I found CP_RB_WPTR has changed when "ring test failed", so I think CP is active, but what it get from ring buffer is wrong. Then, I want to know whether there is a way to check the content that GPU get from ring buffer.
BTW, when I use "echo shutdown > /sys/power/disk; echo disk > /sys/power/state" to do a hibernation, there will be occasionally "GPU reset" just like suspend. However, if I use "echo reboot > /sys/power/disk; echo disk > /sys/power/state" to do a hibernation and wakeup automatically, there is no "GPU reset" after hundreds of tests. What does this imply? Power loss cause something break?
Best regards,
Huacai Chen
2011/12/7 chenhc@lemote.com:
When "MC timeout" happens at GPU reset, we found the 12th and 13th bits of R_000E50_SRBM_STATUS is 1. From kernel code we found these two bits are like this: #define G_000E50_MCDX_BUSY(x) (((x) >> 12) & 1) #define G_000E50_MCDW_BUSY(x) (((x) >> 13) & 1)

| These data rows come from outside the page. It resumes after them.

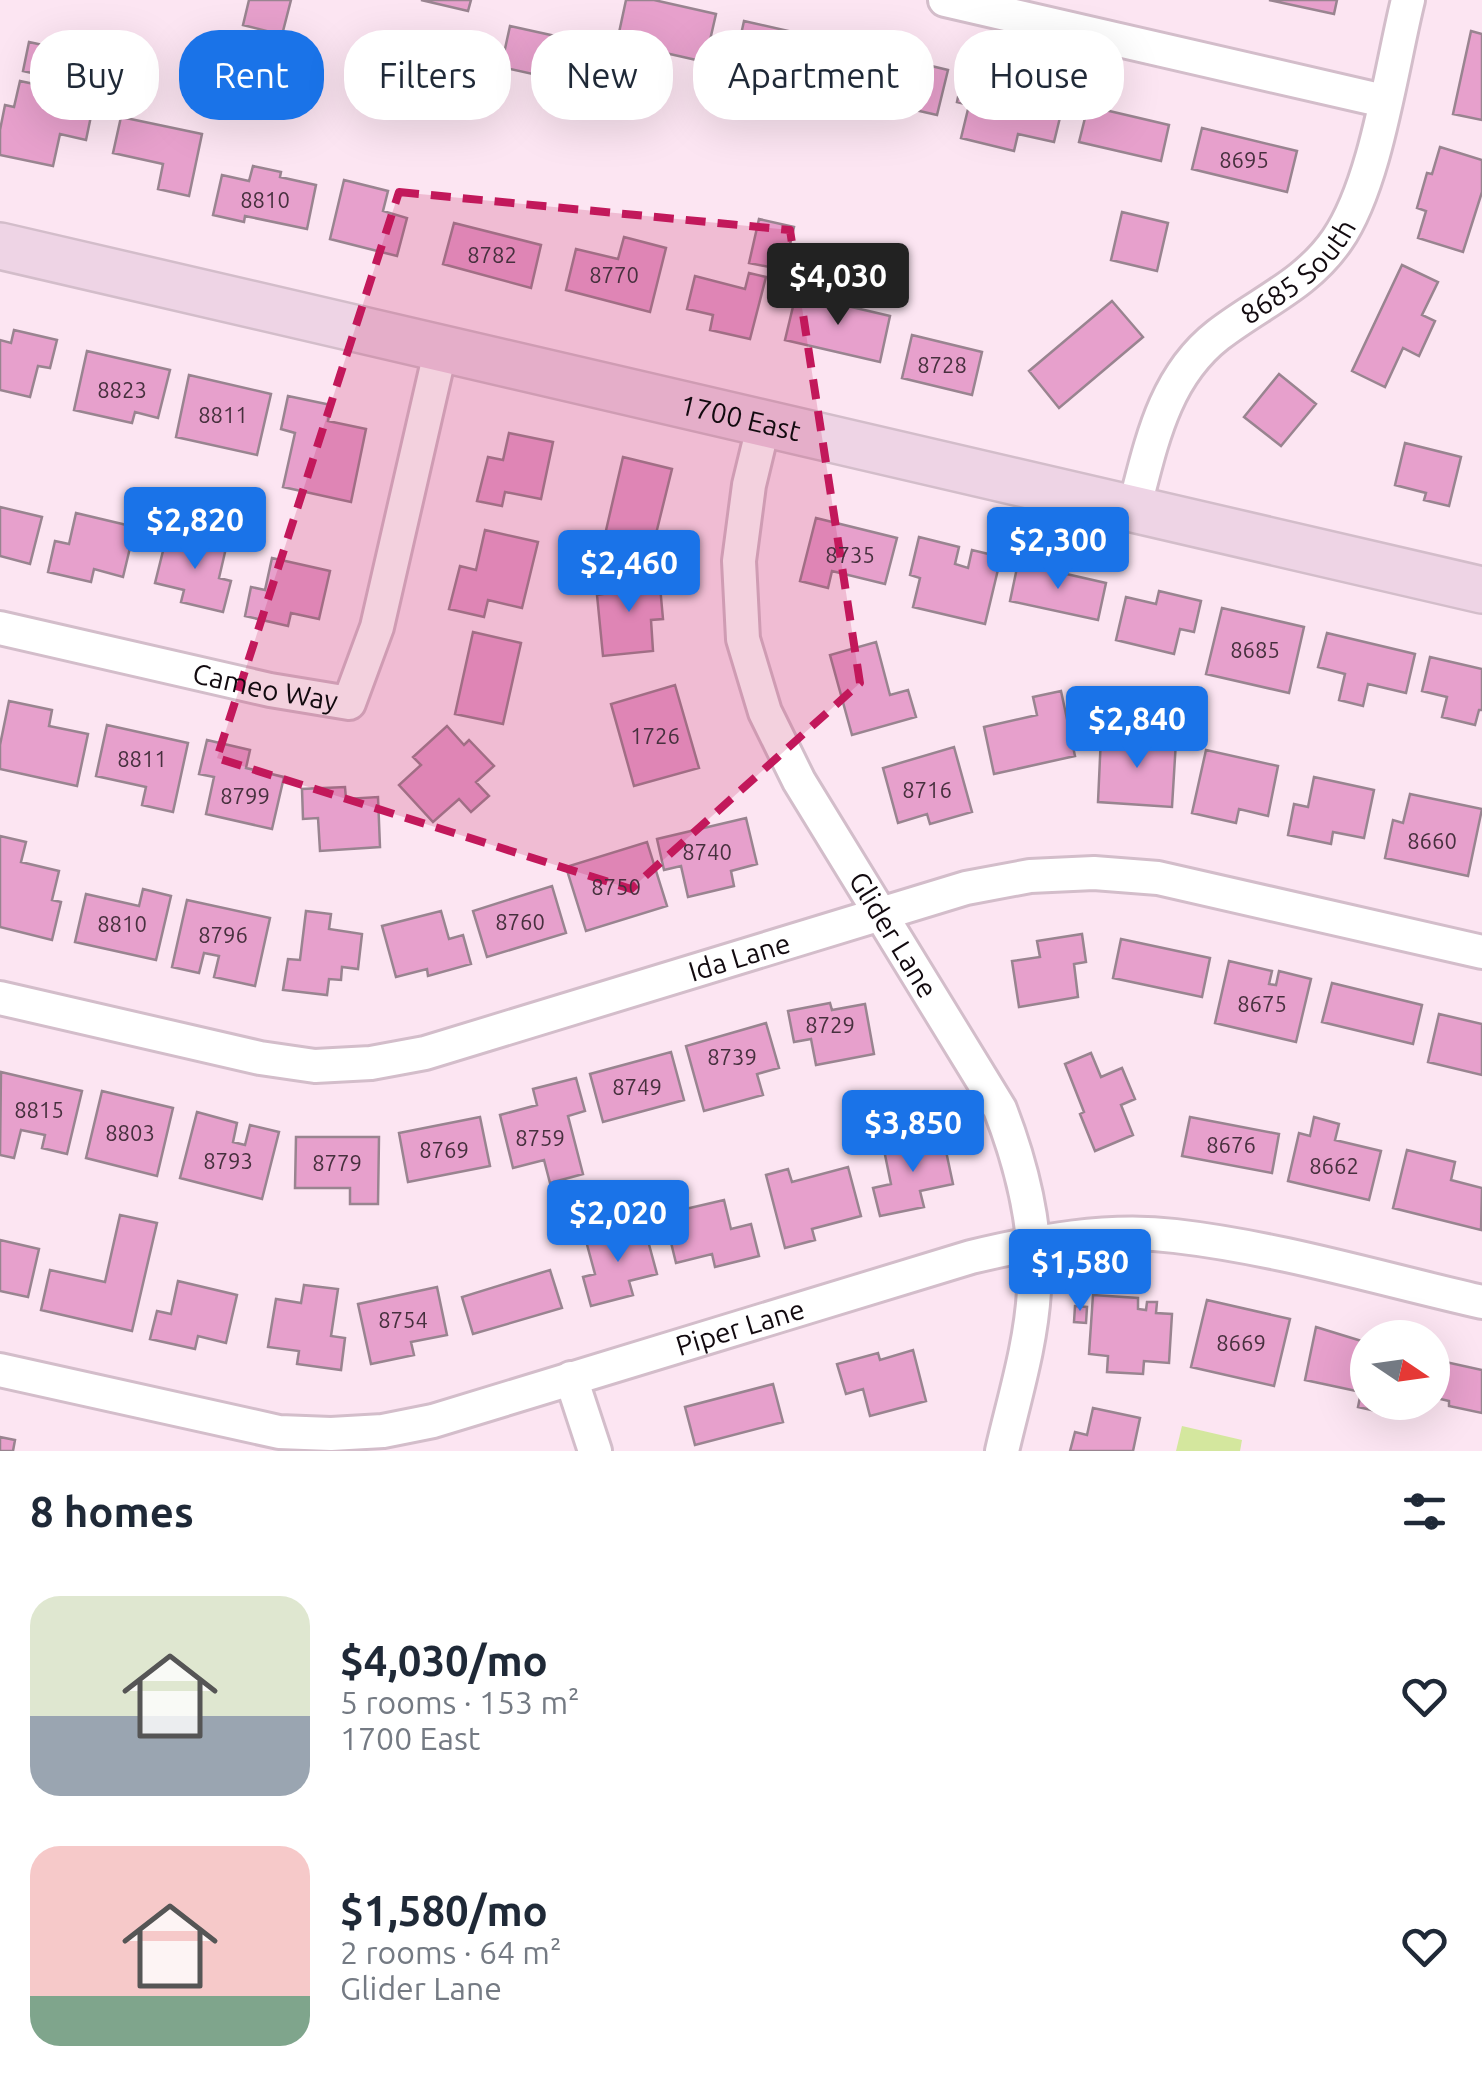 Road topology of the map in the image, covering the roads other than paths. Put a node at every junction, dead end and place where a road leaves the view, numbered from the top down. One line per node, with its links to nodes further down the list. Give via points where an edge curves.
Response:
1 (946, 0): 3 (street)
2 (1408, 0): 3 (street, 8685 South)
3 (1384, 101): 7 (street, 8685 South, via 1367,175 1338,239 1286,292 1190,360 1154,431)
4 (0, 246): 5 (street, 1700 East)
5 (440, 348): 6 (street, 1700 East); 9 (street, Cameo Way, via 377,627 349,702)
6 (764, 423): 7 (street, 1700 East); 10 (street, Glider Lane, via 739,561 743,639 765,712 799,782)
7 (1134, 509): 8 (street, 1700 East)
8 (1482, 590)
9 (0, 628)
10 (882, 913): 11 (street, Ida Lane, via 998,882 1094,873 1158,878); 12 (street, Ida Lane, via 425,1053 371,1063 316,1066 260,1058); 13 (street, Glider Lane, via 1000,1109 1016,1149)
11 (1482, 952)
12 (0, 998)
13 (1033, 1242): 14 (street, Piper Lane, via 1094,1234 1172,1236); 16 (street, Piper Lane); 18 (street, Glider Lane, via 1028,1338)
14 (1482, 1302)
15 (0, 1370): 16 (street, Piper Lane, via 279,1432 331,1434 433,1422)
16 (571, 1378): 17 (street)
17 (595, 1451)
18 (1002, 1451)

Could you please tell me what does they mean? And if possible,
They refer to sub-blocks in the memory controller. I don't really know off hand what the name mean.

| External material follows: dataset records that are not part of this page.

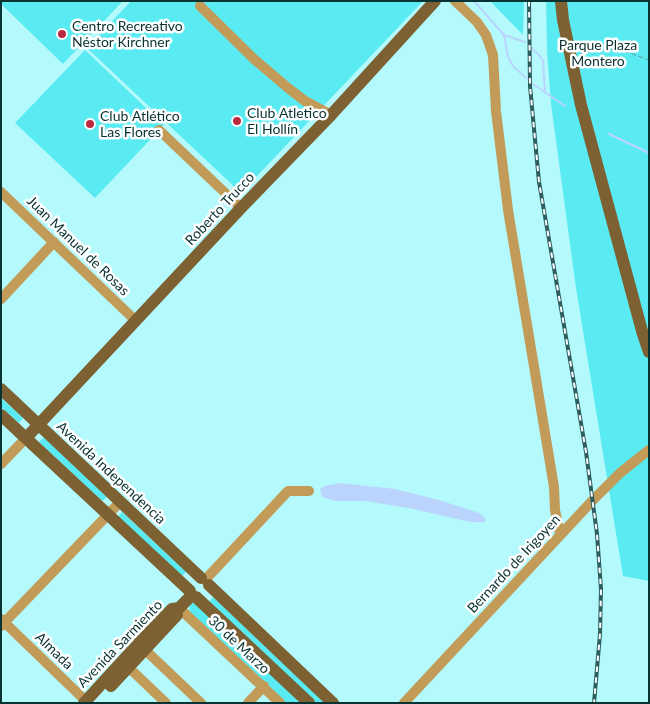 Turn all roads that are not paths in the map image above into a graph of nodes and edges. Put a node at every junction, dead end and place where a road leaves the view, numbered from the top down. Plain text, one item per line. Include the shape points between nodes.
1 (435, 1) edge
2 (455, 1) edge
3 (561, 1) edge
4 (200, 6) dead end
5 (331, 115) junction
6 (159, 130) dead end
7 (1, 192) edge
8 (241, 208) junction
9 (54, 242) junction
10 (1, 298) edge
11 (136, 320) junction
12 (649, 352) edge
13 (1, 390) edge
14 (1, 414) edge
15 (38, 424) junction
16 (26, 438) junction
17 (649, 450) edge
18 (1, 464) edge
19 (309, 491) dead end
20 (120, 502) junction
21 (108, 514) junction
22 (560, 534) junction
23 (205, 581) junction
24 (193, 594) junction
25 (179, 608) junction
26 (2, 623) edge
27 (141, 647) junction
28 (126, 664) junction
29 (264, 686) junction
30 (89, 702) edge
31 (166, 703) edge
32 (201, 703) edge
33 (248, 703) edge
34 (280, 703) edge
35 (309, 703) edge
36 (333, 703) edge
37 (404, 703) edge

1 - 5 main road, Roberto Trucco
2 - 22 street via 477,22 493,55 508,210
3 - 12 main road via 591,143
4 - 5 street via 288,88
5 - 8 main road, Roberto Trucco
6 - 8 street
7 - 9 street, Juan Manuel de Rosas
8 - 11 main road, Roberto Trucco
9 - 10 street
9 - 11 street, Juan Manuel de Rosas
11 - 15 main road, Roberto Trucco
13 - 15 main road, Avenida Independencia
14 - 16 main road
15 - 16 main road, Roberto Trucco
15 - 20 main road, Avenida Independencia
16 - 18 street
16 - 21 main road
17 - 22 street, Bernardo de Irigoyen via 620,473
19 - 23 street via 288,491
20 - 21 street
20 - 23 main road, Avenida Independencia
21 - 24 main road
21 - 26 street
22 - 37 street, Bernardo de Irigoyen
23 - 24 main road, Avenida Sarmiento via 207,594 202,597
23 - 36 main road, Avenida Independencia
24 - 25 main road, Avenida Sarmiento
24 - 35 main road
25 - 27 main road, Avenida Sarmiento via 177,616
25 - 29 street, 30 de Marzo
26 - 30 street, Almada
27 - 28 main road, Avenida Sarmiento
27 - 32 street
28 - 30 main road, Avenida Sarmiento
28 - 31 street
29 - 33 street
29 - 34 street, 30 de Marzo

I want to know the functionalities of these 5 registers in detail: #define R_000E60_SRBM_SOFT_RESET 0x0E60 #define R_000E50_SRBM_STATUS 0x0E50 #define R_008020_GRBM_SOFT_RESET 0x8020 #define R_008010_GRBM_STATUS 0x8010 #define R_008014_GRBM_STATUS2 0x8014
A bit more info: If I reset the MC after resetting CP (this is what Linux-2.6.34 does, but removed since 2.6.35), then "MC timeout" will disappear, but there is still "ring test failed".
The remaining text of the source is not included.